▸ Task directions
Can you print the data exactly and leave out each image?

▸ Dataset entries

- - - - - - -

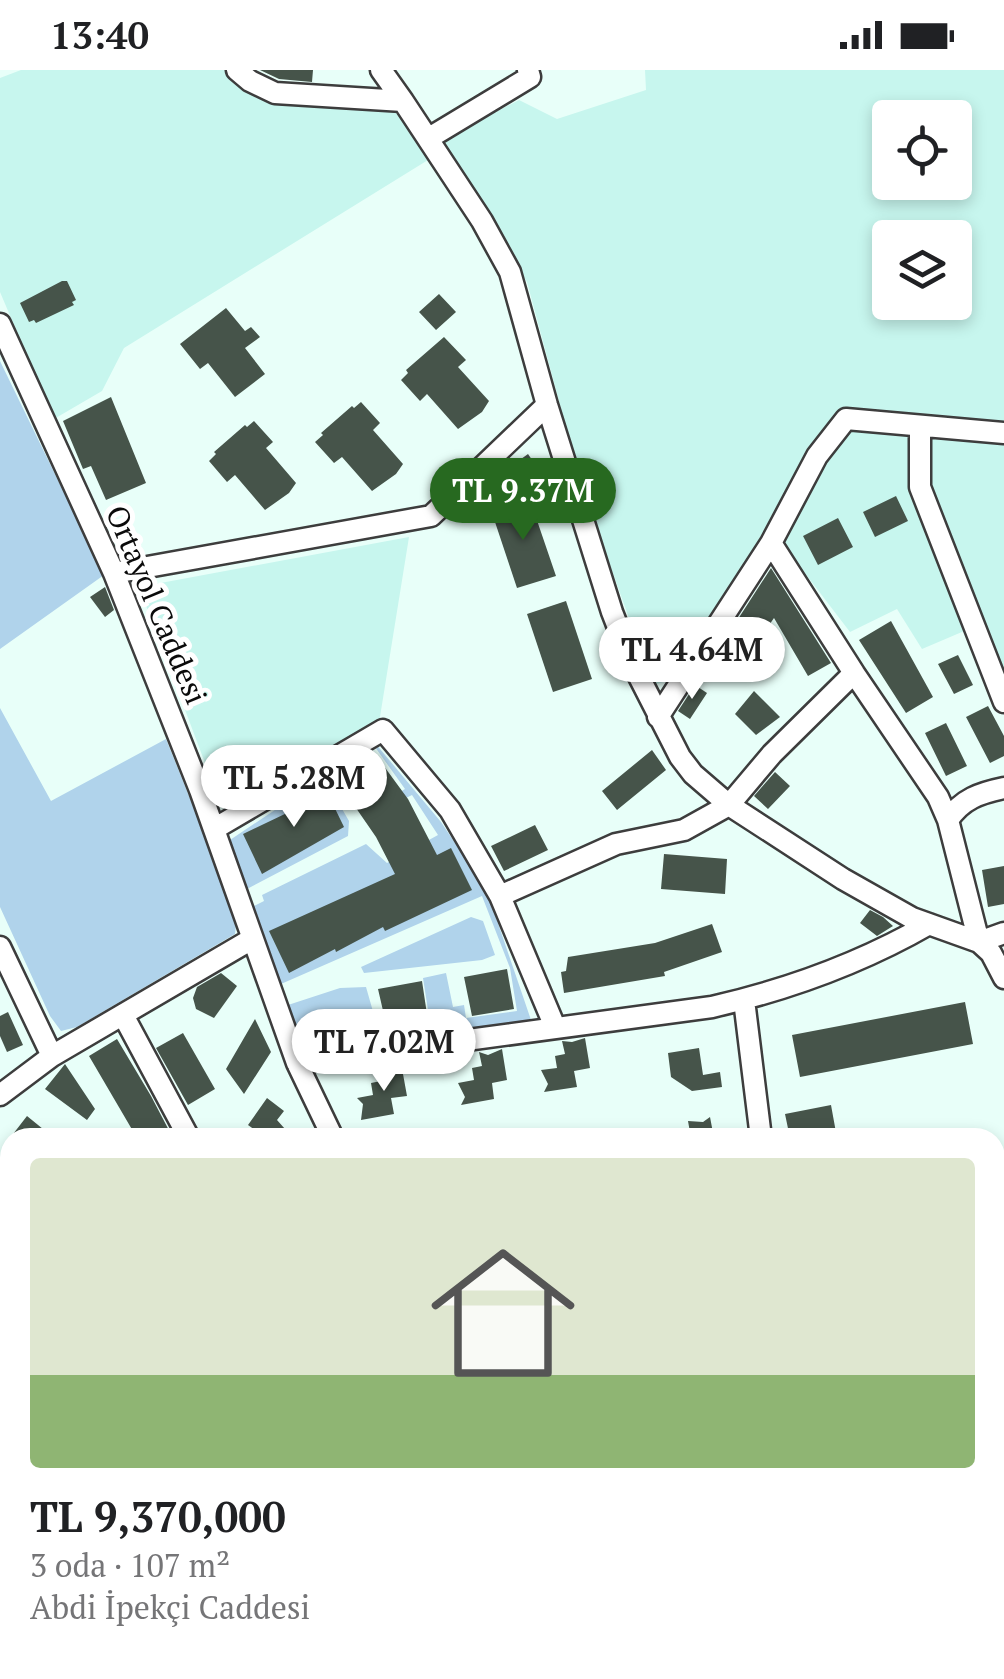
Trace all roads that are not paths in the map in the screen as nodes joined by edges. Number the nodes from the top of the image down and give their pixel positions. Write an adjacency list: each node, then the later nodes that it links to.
1 (237, 70): 4 (street)
2 (381, 70): 4 (street)
3 (528, 70): 5 (street)
4 (402, 101): 5 (street)
5 (429, 138): 7 (street)
6 (0, 324): 11 (street, Ortayol Caddesi)
7 (547, 405): 11 (street); 14 (street)
8 (920, 427): 9 (street); 10 (street); 13 (street)
9 (1004, 433)
10 (771, 543): 12 (street); 14 (street)
11 (114, 574): 18 (street, Ortayol Caddesi)
12 (854, 673): 16 (street); 17 (street)
13 (1004, 702)
14 (658, 717): 16 (street)
15 (1004, 788): 17 (street)
16 (729, 805): 19 (street); 20 (street)
17 (948, 820): 23 (street)
18 (214, 830): 19 (street); 22 (street, Ortayol Caddesi)
19 (500, 896): 28 (street)
20 (929, 924): 23 (street); 26 (street)
21 (1004, 933): 23 (street)
22 (252, 939): 27 (street); 30 (street, Ortayol Caddesi)
23 (979, 942): 25 (street)
24 (0, 947): 29 (street)
25 (1004, 978)
26 (744, 1000): 28 (street); 34 (street)
27 (123, 1014): 29 (street); 32 (street)
28 (555, 1028): 30 (street)
29 (52, 1056): 31 (street)
30 (297, 1062): 33 (street, Ortayol Caddesi)
31 (1, 1096)
32 (184, 1128)
33 (328, 1128)
34 (760, 1128)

- - - - - - -

▸ Reply to the task
Trace all roads that are not paths in the map in the screen as nodes joined by edges. Number the nodes from the top of the image down and give their pixel positions. Write an adjacency list: each node, then the later nodes that it links to.
1 (237, 70): 4 (street)
2 (381, 70): 4 (street)
3 (528, 70): 5 (street)
4 (402, 101): 5 (street)
5 (429, 138): 7 (street)
6 (0, 324): 11 (street, Ortayol Caddesi)
7 (547, 405): 11 (street); 14 (street)
8 (920, 427): 9 (street); 10 (street); 13 (street)
9 (1004, 433)
10 (771, 543): 12 (street); 14 (street)
11 (114, 574): 18 (street, Ortayol Caddesi)
12 (854, 673): 16 (street); 17 (street)
13 (1004, 702)
14 (658, 717): 16 (street)
15 (1004, 788): 17 (street)
16 (729, 805): 19 (street); 20 (street)
17 (948, 820): 23 (street)
18 (214, 830): 19 (street); 22 (street, Ortayol Caddesi)
19 (500, 896): 28 (street)
20 (929, 924): 23 (street); 26 (street)
21 (1004, 933): 23 (street)
22 (252, 939): 27 (street); 30 (street, Ortayol Caddesi)
23 (979, 942): 25 (street)
24 (0, 947): 29 (street)
25 (1004, 978)
26 (744, 1000): 28 (street); 34 (street)
27 (123, 1014): 29 (street); 32 (street)
28 (555, 1028): 30 (street)
29 (52, 1056): 31 (street)
30 (297, 1062): 33 (street, Ortayol Caddesi)
31 (1, 1096)
32 (184, 1128)
33 (328, 1128)
34 (760, 1128)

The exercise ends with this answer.